### How to complete this task
The result should be the full listing copied exactly, with no pictures in it.

### Information given
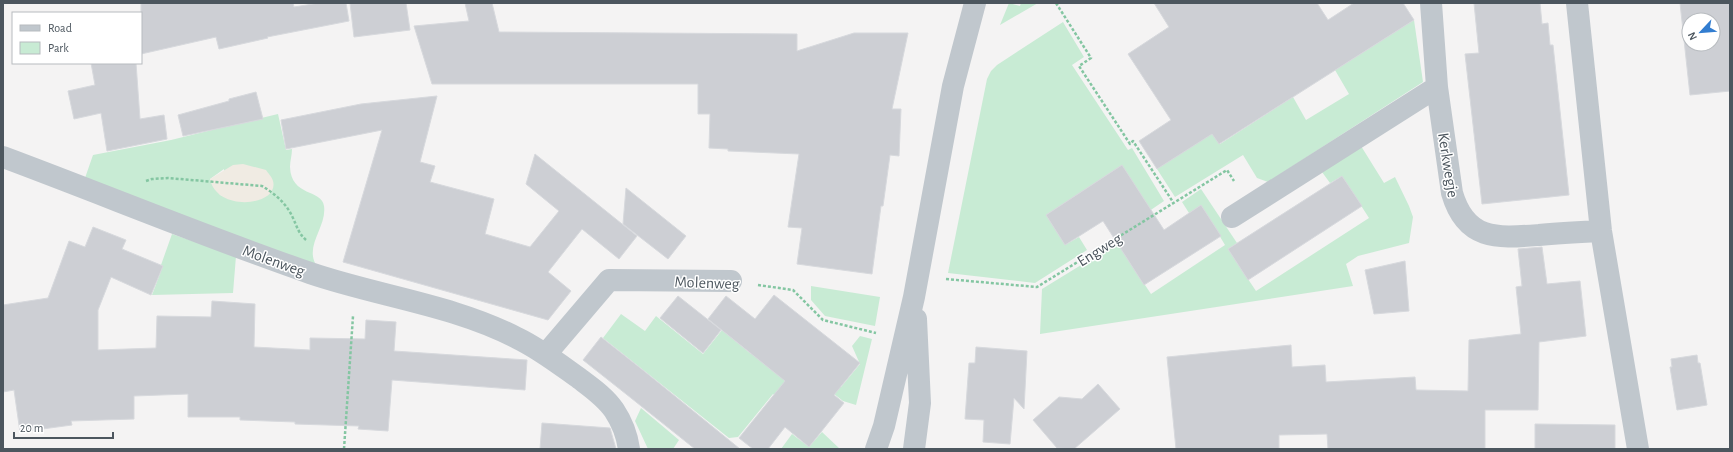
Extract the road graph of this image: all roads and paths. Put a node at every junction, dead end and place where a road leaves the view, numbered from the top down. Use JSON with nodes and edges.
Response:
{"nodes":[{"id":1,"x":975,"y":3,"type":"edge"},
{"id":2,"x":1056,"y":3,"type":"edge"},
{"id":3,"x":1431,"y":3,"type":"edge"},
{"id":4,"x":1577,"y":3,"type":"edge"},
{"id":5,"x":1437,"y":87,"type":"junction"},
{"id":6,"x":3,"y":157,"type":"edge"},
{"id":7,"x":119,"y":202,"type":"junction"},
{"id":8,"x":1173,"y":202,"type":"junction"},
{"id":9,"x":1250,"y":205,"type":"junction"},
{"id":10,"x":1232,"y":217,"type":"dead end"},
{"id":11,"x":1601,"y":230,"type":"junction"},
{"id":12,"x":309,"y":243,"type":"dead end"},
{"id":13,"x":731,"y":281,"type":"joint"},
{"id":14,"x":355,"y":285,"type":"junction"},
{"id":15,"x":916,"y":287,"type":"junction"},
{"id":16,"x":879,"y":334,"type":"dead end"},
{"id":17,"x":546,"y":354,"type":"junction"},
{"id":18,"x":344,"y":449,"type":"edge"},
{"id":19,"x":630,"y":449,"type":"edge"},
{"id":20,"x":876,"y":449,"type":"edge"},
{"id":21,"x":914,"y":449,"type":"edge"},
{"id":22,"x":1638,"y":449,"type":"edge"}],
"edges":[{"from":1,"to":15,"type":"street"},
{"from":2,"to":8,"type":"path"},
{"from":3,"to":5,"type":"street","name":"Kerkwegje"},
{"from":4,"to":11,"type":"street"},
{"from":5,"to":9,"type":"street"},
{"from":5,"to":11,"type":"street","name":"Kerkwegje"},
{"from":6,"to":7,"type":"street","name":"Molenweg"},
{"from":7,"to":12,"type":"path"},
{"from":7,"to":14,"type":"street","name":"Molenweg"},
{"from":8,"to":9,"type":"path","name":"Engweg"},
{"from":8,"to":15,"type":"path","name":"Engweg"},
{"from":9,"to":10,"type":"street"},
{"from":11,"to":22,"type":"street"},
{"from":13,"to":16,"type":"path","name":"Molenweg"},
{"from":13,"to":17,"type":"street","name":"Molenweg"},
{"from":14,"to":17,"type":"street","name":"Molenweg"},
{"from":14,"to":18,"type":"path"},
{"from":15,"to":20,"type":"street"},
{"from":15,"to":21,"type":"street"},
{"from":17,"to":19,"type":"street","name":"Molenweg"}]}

### Written answer
Extract the road graph of this image: all roads and paths. Put a node at every junction, dead end and place where a road leaves the view, numbered from the top down. Use JSON with nodes and edges.
Response:
{"nodes":[{"id":1,"x":975,"y":3,"type":"edge"},
{"id":2,"x":1056,"y":3,"type":"edge"},
{"id":3,"x":1431,"y":3,"type":"edge"},
{"id":4,"x":1577,"y":3,"type":"edge"},
{"id":5,"x":1437,"y":87,"type":"junction"},
{"id":6,"x":3,"y":157,"type":"edge"},
{"id":7,"x":119,"y":202,"type":"junction"},
{"id":8,"x":1173,"y":202,"type":"junction"},
{"id":9,"x":1250,"y":205,"type":"junction"},
{"id":10,"x":1232,"y":217,"type":"dead end"},
{"id":11,"x":1601,"y":230,"type":"junction"},
{"id":12,"x":309,"y":243,"type":"dead end"},
{"id":13,"x":731,"y":281,"type":"joint"},
{"id":14,"x":355,"y":285,"type":"junction"},
{"id":15,"x":916,"y":287,"type":"junction"},
{"id":16,"x":879,"y":334,"type":"dead end"},
{"id":17,"x":546,"y":354,"type":"junction"},
{"id":18,"x":344,"y":449,"type":"edge"},
{"id":19,"x":630,"y":449,"type":"edge"},
{"id":20,"x":876,"y":449,"type":"edge"},
{"id":21,"x":914,"y":449,"type":"edge"},
{"id":22,"x":1638,"y":449,"type":"edge"}],
"edges":[{"from":1,"to":15,"type":"street"},
{"from":2,"to":8,"type":"path"},
{"from":3,"to":5,"type":"street","name":"Kerkwegje"},
{"from":4,"to":11,"type":"street"},
{"from":5,"to":9,"type":"street"},
{"from":5,"to":11,"type":"street","name":"Kerkwegje"},
{"from":6,"to":7,"type":"street","name":"Molenweg"},
{"from":7,"to":12,"type":"path"},
{"from":7,"to":14,"type":"street","name":"Molenweg"},
{"from":8,"to":9,"type":"path","name":"Engweg"},
{"from":8,"to":15,"type":"path","name":"Engweg"},
{"from":9,"to":10,"type":"street"},
{"from":11,"to":22,"type":"street"},
{"from":13,"to":16,"type":"path","name":"Molenweg"},
{"from":13,"to":17,"type":"street","name":"Molenweg"},
{"from":14,"to":17,"type":"street","name":"Molenweg"},
{"from":14,"to":18,"type":"path"},
{"from":15,"to":20,"type":"street"},
{"from":15,"to":21,"type":"street"},
{"from":17,"to":19,"type":"street","name":"Molenweg"}]}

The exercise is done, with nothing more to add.